Top of Source data

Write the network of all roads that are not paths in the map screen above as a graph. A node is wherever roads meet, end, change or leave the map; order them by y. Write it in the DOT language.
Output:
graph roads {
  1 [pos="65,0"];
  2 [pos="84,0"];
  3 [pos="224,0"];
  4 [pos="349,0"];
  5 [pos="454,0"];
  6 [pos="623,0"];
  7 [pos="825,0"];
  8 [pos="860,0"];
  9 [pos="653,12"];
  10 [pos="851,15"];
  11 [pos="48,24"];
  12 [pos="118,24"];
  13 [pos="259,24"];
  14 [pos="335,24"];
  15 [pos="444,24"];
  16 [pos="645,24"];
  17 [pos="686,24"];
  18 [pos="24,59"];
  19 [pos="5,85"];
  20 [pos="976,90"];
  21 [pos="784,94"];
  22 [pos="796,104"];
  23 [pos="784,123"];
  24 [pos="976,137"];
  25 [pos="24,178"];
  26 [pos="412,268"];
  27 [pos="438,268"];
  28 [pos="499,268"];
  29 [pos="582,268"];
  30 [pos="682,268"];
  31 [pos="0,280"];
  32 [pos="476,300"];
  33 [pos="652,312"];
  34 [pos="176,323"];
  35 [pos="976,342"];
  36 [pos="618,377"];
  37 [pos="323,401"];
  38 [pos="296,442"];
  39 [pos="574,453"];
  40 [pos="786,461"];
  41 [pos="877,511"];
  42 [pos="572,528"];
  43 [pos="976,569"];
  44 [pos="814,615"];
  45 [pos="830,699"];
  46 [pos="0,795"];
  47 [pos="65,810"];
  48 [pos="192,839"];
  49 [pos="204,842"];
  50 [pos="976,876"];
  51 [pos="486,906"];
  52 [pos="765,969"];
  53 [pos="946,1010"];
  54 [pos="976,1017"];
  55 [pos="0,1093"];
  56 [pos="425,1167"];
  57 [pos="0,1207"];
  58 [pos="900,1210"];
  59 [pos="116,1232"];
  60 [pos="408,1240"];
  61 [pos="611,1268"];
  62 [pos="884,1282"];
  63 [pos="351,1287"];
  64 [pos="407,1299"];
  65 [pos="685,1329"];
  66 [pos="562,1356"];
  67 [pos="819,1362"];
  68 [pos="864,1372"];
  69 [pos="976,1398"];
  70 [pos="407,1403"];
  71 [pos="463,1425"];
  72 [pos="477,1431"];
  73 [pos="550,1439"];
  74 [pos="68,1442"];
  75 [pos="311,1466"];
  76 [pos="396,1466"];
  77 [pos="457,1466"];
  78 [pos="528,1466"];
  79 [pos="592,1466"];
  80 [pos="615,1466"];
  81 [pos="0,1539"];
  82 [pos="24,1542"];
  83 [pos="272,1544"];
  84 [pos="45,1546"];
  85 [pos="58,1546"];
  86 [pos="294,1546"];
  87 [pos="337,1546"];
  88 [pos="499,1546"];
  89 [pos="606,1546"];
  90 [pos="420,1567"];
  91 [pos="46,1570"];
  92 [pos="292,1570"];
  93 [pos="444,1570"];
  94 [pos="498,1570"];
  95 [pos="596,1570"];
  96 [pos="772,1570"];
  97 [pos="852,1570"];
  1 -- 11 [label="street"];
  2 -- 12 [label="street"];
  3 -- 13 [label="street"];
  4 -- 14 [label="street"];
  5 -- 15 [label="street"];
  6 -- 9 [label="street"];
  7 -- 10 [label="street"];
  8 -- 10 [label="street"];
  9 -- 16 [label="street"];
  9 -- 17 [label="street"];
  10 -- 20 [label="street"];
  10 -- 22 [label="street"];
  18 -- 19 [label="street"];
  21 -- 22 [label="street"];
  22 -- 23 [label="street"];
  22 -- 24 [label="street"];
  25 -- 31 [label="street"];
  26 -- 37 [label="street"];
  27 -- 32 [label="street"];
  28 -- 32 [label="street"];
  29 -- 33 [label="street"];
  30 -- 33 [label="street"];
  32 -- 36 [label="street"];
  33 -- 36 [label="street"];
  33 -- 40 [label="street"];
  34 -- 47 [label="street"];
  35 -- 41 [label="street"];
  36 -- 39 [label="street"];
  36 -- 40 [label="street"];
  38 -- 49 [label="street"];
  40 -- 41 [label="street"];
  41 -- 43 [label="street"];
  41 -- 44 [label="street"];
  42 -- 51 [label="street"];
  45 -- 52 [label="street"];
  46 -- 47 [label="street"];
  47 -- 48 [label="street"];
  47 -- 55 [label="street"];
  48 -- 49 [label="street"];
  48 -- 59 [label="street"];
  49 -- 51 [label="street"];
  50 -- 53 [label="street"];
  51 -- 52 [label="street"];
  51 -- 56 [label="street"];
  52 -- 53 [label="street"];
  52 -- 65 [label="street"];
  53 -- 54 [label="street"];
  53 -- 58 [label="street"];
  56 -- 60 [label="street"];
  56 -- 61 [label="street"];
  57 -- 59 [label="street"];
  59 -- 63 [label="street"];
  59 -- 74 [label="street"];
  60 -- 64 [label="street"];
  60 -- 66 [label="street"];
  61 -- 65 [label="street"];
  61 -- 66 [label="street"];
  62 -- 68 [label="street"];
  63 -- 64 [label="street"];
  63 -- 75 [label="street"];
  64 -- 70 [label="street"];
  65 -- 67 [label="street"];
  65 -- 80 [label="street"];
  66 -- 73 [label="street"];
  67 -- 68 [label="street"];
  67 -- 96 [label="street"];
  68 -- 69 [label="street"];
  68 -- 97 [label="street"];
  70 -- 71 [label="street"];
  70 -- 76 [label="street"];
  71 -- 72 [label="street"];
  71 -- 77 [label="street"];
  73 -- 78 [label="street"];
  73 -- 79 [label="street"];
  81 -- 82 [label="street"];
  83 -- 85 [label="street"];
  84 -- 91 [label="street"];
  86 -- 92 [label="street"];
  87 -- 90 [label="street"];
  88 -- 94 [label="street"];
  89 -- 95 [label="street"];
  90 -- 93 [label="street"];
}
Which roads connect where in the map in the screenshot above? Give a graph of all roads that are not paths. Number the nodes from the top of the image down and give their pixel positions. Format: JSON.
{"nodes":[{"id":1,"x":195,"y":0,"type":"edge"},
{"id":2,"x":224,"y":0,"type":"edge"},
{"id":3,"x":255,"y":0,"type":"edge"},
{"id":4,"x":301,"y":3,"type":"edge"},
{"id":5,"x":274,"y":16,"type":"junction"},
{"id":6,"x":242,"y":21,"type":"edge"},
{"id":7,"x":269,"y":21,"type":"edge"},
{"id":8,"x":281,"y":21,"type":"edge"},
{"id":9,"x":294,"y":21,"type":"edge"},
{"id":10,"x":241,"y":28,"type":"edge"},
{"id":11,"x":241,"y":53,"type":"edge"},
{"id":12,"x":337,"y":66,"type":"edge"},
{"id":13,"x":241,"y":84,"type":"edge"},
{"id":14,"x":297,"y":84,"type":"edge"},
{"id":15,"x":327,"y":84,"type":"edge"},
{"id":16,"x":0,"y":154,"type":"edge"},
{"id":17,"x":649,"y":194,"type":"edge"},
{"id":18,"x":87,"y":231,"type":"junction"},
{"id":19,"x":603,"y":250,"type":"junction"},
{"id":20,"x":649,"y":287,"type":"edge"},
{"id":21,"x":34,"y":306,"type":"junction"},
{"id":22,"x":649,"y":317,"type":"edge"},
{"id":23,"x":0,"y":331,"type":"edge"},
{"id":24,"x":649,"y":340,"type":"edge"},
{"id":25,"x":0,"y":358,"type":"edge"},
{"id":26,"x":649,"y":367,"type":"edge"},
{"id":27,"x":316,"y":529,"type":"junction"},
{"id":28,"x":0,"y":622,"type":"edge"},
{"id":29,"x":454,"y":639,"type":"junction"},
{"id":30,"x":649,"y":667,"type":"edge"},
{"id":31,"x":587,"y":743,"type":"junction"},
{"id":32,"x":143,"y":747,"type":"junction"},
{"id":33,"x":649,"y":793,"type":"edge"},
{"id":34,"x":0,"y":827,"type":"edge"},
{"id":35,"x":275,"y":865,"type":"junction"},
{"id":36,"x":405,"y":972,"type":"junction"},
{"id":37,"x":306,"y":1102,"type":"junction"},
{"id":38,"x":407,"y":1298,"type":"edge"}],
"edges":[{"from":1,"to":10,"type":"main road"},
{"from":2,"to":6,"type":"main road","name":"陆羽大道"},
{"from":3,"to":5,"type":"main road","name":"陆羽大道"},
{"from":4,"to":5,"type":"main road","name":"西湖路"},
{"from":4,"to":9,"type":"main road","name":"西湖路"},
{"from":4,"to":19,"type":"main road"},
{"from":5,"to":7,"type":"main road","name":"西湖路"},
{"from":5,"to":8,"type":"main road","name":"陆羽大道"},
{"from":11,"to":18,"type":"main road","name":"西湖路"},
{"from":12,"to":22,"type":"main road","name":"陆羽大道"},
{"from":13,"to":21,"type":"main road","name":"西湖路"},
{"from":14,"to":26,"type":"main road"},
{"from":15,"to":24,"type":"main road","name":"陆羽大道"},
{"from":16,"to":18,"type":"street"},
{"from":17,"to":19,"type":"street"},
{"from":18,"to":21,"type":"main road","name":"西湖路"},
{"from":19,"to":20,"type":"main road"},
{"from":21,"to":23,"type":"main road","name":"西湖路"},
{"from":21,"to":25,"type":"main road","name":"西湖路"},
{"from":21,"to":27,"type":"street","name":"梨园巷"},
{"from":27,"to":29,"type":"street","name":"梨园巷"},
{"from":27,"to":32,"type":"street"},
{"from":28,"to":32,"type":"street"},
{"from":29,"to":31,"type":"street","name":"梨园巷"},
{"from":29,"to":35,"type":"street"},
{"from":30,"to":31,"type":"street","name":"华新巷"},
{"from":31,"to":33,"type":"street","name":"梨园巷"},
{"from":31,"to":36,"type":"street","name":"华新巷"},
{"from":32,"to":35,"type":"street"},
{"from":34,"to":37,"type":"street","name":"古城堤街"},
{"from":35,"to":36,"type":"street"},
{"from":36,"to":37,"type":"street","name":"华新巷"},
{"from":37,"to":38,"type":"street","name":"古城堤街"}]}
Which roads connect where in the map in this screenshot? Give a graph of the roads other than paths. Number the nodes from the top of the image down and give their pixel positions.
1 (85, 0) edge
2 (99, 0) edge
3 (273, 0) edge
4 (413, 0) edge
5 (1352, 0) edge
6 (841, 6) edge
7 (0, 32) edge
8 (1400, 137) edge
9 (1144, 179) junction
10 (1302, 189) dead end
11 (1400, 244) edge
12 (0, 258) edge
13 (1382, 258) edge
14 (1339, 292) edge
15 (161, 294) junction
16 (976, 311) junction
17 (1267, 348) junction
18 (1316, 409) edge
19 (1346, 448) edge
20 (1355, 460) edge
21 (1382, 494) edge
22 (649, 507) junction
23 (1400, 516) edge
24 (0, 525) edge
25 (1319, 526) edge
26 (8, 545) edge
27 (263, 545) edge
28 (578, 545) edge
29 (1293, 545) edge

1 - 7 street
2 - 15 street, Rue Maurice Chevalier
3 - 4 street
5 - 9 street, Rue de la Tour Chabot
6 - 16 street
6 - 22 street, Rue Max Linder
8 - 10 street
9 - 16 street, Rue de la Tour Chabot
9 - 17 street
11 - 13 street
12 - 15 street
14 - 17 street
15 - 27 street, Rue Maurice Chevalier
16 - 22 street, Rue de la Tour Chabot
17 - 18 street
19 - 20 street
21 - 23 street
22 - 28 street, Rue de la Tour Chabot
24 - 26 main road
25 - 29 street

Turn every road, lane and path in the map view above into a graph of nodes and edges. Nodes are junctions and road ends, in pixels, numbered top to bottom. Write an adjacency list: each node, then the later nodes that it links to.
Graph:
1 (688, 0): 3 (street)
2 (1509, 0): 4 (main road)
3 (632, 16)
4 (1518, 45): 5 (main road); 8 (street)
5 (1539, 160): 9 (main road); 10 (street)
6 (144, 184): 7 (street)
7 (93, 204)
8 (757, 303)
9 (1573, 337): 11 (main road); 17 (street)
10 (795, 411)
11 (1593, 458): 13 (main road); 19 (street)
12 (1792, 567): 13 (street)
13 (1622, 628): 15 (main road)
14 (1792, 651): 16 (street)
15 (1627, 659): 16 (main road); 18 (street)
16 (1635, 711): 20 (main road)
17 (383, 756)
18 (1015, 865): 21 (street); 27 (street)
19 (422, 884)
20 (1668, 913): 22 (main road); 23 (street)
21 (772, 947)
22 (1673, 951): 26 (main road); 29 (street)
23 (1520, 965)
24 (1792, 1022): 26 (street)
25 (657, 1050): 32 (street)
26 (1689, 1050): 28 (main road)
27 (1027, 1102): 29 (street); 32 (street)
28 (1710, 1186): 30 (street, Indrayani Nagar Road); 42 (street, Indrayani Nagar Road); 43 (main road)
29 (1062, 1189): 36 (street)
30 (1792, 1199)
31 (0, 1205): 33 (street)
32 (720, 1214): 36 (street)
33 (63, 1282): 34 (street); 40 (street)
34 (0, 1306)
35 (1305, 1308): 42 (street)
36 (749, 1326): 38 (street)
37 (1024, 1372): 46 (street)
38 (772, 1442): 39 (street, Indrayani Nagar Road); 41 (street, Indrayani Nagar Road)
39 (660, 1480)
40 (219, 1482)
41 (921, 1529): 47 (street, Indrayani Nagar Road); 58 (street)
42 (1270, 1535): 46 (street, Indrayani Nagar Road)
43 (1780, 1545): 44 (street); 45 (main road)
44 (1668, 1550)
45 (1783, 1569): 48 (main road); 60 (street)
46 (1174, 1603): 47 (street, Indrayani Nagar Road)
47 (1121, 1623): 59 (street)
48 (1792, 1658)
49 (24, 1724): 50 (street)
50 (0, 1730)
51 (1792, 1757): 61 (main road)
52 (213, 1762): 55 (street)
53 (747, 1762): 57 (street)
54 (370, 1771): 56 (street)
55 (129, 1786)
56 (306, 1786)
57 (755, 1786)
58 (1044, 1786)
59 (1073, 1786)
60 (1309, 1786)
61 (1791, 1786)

Bottom of Source data

▶ [Problem] The expected output is every line of the records in which the string "above" appears.

▶ [The completed task]
Write the network of all roads that are not paths in the map screen above as a graph. A node is wherever roads meet, end, change or leave the map; order them by y. Write it in the DOT language.
Which roads connect where in the map in the screenshot above? Give a graph of all roads that are not paths. Number the nodes from the top of the image down and give their pixel positions. Format: JSON.
Turn every road, lane and path in the map view above into a graph of nodes and edges. Nodes are junctions and road ends, in pixels, numbered top to bottom. Write an adjacency list: each node, then the later nodes that it links to.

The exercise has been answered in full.